Comments 3: Why are data not shown as time-series when sites are visited more than once? Or give a description of the variation at sites.
Response 3: I have considered again to explain this point. Since there was no significant discrepancy of MPs abundance among time-series, the MPs abundance at one site was shown by the average data in order to facilitate intuitive comparison with data from other sites, and the discrepancy of MPs abundance among all samplings at one site was reflected by the error bar at Fig.S3. Table S1 showed sampling date and GPS coordinates of every sampling, and Fig. S3 showed the average MPs abundance and the corresponding standard deviation at every sampling site. As the experimental design, we measured the average MPs abundance and the corresponding standard deviation at every sampling site, but the coefficient of variation of MPs abundance at every sampling site was large. The data shown as time-series is as the following figure. This figure contained the original data used for Figure 1. The X axis in this figure also displayed the date for each sampling.
Fig. 1 showed the average abundance of MPs among all different sampling times for every sampling site. However, notably, as shown in Fig. S3, fluctuation of MPs abundance among different samplings was extraordinarily large in S-SML both at S4 (ranging from 342 to 1070 items/kg with a CV of 105%) and S8 (ranging from 62.7 items/kg to 528 items/kg with a CV of 92%). This result may be due to the exchange of seawater through Akashi Strait in the western side of Osaka Bay.
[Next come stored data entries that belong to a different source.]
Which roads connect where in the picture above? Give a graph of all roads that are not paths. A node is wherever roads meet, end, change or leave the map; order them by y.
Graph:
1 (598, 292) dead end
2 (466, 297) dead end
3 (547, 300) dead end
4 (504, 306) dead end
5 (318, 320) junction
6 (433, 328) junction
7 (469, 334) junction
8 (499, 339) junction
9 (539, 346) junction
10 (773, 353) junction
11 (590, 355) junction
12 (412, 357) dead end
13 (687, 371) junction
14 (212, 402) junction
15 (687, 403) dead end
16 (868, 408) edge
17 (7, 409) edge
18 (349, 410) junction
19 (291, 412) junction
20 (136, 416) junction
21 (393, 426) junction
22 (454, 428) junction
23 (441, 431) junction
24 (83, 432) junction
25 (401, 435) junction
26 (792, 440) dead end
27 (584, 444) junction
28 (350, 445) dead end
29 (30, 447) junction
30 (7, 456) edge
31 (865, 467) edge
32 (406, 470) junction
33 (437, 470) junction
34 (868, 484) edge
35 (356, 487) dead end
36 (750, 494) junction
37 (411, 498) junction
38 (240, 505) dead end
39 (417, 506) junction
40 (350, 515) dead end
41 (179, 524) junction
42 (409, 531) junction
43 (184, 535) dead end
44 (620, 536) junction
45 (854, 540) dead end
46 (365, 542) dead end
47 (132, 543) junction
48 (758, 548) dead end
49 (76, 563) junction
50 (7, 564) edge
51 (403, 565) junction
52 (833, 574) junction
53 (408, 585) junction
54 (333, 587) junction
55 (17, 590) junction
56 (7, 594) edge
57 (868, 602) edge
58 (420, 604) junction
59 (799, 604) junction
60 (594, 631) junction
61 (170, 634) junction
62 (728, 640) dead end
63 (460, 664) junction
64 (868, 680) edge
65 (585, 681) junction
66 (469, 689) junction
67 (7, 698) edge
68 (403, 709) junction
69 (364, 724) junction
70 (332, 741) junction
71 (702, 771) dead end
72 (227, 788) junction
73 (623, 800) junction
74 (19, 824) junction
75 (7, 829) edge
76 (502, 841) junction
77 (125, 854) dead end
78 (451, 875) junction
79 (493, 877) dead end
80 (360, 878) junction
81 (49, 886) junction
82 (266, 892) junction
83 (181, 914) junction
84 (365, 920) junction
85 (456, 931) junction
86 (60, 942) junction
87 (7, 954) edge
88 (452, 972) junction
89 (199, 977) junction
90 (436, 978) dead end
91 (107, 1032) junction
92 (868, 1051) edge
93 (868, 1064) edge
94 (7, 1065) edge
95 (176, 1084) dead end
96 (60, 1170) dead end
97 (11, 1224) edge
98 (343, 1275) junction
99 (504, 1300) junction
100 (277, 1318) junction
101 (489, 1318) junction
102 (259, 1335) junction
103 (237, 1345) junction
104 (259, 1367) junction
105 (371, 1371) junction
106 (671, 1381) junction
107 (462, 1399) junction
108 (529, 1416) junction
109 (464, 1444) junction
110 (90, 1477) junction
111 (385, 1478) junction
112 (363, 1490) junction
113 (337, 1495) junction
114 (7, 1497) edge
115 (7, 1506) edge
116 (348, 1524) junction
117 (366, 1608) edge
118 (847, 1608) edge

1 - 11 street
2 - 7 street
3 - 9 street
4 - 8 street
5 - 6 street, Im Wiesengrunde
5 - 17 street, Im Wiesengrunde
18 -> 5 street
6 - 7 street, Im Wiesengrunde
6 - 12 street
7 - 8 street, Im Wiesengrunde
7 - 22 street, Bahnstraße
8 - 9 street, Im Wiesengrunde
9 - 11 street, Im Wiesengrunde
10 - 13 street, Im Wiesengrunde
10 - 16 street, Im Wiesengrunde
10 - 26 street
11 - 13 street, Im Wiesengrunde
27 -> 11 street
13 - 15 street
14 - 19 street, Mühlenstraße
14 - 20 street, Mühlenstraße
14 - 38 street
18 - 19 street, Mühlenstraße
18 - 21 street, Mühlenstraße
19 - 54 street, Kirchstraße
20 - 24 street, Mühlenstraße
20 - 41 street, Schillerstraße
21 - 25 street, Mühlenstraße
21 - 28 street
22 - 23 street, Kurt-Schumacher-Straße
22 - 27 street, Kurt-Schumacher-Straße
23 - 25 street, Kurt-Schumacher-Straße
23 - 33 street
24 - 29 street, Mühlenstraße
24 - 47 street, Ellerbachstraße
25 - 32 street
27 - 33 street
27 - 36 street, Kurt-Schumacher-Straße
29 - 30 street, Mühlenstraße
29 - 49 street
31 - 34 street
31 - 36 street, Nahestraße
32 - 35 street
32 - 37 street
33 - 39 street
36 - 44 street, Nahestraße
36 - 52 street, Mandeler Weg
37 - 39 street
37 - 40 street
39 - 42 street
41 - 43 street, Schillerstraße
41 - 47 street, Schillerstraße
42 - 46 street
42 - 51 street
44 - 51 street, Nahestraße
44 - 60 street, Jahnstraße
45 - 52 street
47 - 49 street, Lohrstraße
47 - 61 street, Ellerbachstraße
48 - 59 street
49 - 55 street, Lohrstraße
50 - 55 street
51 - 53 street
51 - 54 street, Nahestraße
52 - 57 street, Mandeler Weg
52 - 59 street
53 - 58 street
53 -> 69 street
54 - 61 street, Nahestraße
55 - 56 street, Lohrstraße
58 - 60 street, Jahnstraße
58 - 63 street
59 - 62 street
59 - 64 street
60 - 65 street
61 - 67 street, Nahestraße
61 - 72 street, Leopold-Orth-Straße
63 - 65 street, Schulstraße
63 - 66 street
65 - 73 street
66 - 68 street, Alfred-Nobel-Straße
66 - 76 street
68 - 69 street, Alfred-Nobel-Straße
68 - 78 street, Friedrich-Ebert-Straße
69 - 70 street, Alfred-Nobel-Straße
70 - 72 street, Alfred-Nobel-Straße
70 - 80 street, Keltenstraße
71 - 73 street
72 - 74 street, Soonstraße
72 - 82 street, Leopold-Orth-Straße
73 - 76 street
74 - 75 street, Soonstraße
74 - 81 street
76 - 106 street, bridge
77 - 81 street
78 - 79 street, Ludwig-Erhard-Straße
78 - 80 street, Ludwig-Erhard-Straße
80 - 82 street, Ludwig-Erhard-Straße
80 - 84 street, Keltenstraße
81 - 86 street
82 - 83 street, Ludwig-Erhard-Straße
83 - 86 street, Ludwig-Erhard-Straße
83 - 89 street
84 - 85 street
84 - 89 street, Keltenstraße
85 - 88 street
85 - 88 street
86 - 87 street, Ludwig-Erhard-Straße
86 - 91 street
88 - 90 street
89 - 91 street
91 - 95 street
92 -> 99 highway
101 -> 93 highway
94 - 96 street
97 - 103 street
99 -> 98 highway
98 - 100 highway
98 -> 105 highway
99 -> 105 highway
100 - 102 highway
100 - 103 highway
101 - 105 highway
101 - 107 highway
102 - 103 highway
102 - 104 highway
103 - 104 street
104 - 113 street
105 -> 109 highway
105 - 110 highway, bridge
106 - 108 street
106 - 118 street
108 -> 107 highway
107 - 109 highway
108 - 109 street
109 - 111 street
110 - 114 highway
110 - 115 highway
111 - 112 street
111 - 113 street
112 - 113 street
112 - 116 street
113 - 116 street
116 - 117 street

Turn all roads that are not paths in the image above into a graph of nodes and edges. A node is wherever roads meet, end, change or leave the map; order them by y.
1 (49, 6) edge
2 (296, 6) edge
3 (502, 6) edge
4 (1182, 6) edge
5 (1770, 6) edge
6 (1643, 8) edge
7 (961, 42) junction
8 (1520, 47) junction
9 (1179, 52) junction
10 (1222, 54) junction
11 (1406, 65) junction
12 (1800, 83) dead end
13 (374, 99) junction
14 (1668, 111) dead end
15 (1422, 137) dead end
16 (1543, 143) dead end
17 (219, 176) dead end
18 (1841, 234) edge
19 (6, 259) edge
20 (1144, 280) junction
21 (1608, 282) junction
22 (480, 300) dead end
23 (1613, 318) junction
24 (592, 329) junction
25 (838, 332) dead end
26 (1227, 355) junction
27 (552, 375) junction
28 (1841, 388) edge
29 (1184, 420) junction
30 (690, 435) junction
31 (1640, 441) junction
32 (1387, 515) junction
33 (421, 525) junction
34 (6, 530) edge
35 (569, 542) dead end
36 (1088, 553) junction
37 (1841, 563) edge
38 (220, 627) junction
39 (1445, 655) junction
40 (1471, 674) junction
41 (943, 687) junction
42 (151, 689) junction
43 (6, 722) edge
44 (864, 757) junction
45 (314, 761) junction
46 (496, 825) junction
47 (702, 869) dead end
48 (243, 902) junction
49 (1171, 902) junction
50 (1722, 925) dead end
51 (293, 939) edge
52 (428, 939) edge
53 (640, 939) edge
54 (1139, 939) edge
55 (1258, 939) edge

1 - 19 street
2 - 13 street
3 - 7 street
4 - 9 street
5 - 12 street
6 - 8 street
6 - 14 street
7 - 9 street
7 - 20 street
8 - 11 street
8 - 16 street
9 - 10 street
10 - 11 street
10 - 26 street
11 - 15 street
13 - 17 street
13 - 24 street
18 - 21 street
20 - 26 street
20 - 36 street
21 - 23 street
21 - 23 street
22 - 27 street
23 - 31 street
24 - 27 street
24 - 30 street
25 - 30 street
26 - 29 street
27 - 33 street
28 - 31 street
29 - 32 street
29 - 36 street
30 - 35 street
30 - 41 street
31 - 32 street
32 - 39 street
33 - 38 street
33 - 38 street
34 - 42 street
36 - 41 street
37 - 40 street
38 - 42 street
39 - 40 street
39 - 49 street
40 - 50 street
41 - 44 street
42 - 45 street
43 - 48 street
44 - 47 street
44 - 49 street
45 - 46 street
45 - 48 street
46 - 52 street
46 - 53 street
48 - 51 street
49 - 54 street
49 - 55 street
Freshwater inflow from all rivers on land to Seto Inland Sea has been reported to be approximately 14 km3 / year (38ⅹ106 m3 / day), [36], 91% of which corresponded to seawater flows through Akashi Strait from Harimanada [37]. As such, original MPs accumulated at S4 and S8 might be diluted by fresh seawater flows and then transported to the eastern part of Osaka Bay, which led to the relatively lower MPs abundances. In total, among all sampling sites, MPs abundance in S-SML always showed larger CV values and presented more intense fluctuation than that in bulk water. At the bay center where all seawater circulation can flow through, CV value was 110% in S-SML and 36% in bulk water respectively. Thus, we can formulate a hypothesis that in the highly mobile and easy diffused S-SML, MPs abundance constantly changes and a large fluctuation is noted in the process of long-distance transportation and migration. This paragraph can now be seen at lines 286-302 of the amended manuscript.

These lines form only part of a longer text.